In her 2016 New York Times op-ed, Ginsburg attributed her academic achievements to being a new mom. "My success in law school, I have no doubt, was in large measure because of baby Jane," she wrote. "I attended classes and studied diligently until 4 in the afternoon; the next hours were Jane’s time, spent at the park, playing silly games or singing funny songs, reading picture books and A. A. Milne poems, and bathing and feeding her. After Jane’s bedtime, I returned to the law books with renewed will. Each part of my life provided respite from the other and gave me a sense of proportion that classmates trained only on law studies lacked."
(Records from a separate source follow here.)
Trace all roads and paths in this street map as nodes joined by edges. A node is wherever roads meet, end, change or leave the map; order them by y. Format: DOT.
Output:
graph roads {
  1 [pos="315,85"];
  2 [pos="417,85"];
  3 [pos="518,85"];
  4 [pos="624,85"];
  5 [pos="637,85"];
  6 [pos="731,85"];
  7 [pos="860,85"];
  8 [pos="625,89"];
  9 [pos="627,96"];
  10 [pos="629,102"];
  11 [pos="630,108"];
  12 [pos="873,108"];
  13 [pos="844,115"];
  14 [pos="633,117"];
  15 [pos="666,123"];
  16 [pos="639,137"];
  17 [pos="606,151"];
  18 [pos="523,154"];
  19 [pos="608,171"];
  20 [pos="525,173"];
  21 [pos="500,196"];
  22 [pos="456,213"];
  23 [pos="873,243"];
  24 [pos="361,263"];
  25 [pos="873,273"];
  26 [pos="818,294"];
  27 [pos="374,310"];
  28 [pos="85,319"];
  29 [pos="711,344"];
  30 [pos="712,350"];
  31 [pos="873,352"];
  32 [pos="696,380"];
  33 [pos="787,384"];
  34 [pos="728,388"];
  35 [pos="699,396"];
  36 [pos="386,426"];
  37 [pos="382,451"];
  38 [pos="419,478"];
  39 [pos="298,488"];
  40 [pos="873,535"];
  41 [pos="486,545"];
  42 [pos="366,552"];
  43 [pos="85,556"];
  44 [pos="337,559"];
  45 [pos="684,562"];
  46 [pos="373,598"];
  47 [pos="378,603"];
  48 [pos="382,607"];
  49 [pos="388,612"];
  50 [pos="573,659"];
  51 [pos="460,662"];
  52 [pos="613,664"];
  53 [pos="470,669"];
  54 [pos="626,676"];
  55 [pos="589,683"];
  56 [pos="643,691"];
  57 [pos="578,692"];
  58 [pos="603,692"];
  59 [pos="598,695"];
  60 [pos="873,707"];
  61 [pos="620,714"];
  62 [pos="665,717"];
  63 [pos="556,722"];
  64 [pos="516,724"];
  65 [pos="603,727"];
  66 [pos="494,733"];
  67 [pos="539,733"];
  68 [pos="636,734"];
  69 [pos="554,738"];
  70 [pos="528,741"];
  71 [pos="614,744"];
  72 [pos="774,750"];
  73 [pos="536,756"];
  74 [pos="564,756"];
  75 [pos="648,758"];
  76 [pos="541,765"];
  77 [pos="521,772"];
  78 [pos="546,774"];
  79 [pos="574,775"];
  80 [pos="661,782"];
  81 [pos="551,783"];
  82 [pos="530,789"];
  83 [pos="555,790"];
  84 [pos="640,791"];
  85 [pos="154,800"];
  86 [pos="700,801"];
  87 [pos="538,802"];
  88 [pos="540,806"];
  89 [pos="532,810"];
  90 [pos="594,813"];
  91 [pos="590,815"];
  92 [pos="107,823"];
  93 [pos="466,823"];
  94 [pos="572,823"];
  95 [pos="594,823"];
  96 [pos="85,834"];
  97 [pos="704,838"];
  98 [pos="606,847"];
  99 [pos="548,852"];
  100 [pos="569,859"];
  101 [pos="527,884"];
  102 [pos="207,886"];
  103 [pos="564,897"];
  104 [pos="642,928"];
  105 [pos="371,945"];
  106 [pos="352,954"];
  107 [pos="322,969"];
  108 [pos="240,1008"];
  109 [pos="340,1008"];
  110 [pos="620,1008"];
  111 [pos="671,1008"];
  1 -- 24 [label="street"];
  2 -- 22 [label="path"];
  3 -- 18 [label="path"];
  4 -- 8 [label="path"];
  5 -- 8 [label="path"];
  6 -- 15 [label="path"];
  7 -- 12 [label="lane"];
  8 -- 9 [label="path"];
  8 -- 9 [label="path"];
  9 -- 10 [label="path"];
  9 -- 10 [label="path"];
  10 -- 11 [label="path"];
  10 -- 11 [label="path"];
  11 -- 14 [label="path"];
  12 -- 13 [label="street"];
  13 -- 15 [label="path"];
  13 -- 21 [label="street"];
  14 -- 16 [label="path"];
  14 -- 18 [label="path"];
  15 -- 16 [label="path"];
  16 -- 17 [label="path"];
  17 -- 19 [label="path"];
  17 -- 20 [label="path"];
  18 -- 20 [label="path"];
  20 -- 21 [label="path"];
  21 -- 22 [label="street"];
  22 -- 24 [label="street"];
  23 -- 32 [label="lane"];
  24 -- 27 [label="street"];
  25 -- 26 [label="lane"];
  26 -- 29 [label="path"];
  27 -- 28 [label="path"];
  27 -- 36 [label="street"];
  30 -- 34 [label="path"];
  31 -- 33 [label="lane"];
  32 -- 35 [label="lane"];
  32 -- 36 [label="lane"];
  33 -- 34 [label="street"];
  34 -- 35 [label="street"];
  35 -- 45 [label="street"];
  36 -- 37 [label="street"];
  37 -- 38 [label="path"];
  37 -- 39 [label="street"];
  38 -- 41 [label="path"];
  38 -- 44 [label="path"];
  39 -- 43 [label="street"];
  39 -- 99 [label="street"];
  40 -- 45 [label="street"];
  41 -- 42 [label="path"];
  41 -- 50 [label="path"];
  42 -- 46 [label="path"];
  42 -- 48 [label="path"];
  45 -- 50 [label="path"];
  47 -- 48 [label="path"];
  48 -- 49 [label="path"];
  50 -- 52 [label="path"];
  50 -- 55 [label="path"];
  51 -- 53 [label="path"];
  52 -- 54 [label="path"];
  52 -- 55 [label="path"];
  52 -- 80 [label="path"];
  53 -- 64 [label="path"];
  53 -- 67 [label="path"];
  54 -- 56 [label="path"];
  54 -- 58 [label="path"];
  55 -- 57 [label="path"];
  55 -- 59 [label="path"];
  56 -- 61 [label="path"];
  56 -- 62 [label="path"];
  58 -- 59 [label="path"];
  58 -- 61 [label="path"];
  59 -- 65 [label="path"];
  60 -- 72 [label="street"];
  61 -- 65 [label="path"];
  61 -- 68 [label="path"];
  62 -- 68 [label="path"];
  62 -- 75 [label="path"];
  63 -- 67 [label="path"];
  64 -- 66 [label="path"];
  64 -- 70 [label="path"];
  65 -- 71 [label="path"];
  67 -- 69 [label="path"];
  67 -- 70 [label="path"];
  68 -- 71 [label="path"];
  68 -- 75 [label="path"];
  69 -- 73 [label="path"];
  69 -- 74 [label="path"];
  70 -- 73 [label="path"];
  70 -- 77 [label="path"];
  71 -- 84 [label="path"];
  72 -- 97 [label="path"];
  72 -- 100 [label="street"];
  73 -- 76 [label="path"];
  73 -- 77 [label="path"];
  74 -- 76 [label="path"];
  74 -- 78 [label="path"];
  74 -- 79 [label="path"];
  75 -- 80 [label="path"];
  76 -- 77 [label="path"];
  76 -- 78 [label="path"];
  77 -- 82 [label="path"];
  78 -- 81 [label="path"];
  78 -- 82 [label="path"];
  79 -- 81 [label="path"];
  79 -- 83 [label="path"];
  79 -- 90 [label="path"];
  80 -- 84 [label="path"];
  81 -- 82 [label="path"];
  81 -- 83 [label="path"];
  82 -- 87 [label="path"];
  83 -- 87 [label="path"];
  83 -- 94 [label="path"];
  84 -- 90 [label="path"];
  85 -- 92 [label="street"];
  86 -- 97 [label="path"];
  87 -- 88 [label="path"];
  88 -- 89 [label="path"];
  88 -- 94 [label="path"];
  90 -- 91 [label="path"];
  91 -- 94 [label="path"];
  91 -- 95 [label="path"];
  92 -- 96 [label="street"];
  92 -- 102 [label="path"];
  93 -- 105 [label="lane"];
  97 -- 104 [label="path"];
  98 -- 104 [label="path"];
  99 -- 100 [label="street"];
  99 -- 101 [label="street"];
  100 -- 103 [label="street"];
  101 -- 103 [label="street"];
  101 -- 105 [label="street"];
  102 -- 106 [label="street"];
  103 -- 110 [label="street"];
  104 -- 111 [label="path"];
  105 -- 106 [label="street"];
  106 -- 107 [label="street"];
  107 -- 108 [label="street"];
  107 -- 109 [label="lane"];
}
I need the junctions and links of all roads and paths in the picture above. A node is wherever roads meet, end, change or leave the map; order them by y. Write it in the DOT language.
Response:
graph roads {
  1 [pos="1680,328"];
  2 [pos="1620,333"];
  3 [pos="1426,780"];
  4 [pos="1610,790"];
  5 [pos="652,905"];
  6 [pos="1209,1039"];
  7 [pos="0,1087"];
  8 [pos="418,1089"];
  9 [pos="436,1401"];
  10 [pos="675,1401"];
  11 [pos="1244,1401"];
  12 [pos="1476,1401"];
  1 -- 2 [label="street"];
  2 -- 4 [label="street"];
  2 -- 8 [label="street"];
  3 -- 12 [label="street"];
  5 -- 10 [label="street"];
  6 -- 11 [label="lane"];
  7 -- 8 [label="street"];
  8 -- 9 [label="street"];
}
5. She Championed Working Moms

In Ledbetter v. Goodyear Tire & Rubber Co., a working mom of two named Lily Ledbetter sued her employer, Goodyear, over discriminatory employee evaluations. She initially made the same salary as her male coworkers, but by the time she retired from the company, she was making thousands less a year than men at her job. Ledbetter sued on the basis of Title VII of the Civil Rights Act of 1964, which holds that covered employers can’t discriminate on the basis of gender, and the Equal Pay Act.

Ledbetter's right to sue years after the alleged discrimination took place was questioned by five justices. Ginsburg was among the four who dissented, and in her dissent, which she read from the bench, she argued that the Civil Rights Act's 180-day time limit shouldn’t apply in the case of discriminatory pay since gender-based discrimination can happen gradually. "A worker knows immediately if she is denied a promotion or transfer," said Ginsburg. "Compensation disparities, in contrast, are often hidden from sight."

Women will have achieved true equality when men share with them the responsibility of bringing up the next generation.

—Ruth Bader Ginsburg

6. She Fiercely Defended Choice

Throughout her time on the Court, Ginsburg stood up for pregnant people's health care. In her 1993 Senate confirmation hearings, she famously said, "The decision whether or not to bear a child is central to a woman's life, to her well-being and dignity. It is a decision she must make for herself. When the government controls that decision for her, she is being treated as less than a full adult human responsible for her own choices."

And in 2016's Whole Woman's Health v. Hellerstedt, the Court ruled that Texas cannot place restrictions on the delivery of abortion services that create an undue burden for women seeking an abortion. In her concurrence, Ginsburg wrote that modern abortions are so safe relative to other medical procedures, including childbirth itself, that any law that made accessing abortions more difficult in the name of safety could not pass judicial review.

7. She Called Out the Countless Economic and Social Disparities Faced by Women and Families

Despite her wins for gender equality over the decades, Ginsburg acknowledged in the Times piece how much work there is left to be done. "Most people in poverty in the United States and the world over are women and children," she wrote. "Women’s earnings here and abroad trail the earnings of men with comparable education and experience, our workplaces do not adequately accommodate the demands of childbearing and child rearing, and we have yet to devise effective ways to ward off sexual harassment at work and domestic violence in our homes."

Nonetheless, Ginsburg believed in Dr. Martin Luther King's quote "the arc of the moral universe is long, but bends toward justice," adding but only "if there is a steadfast commitment to see the task through to completion." And she had faith in our country's ability to step up, concluding in her op-ed, "I am optimistic ... that movement toward enlistment of the talent of all who compose 'We, the people,' will continue."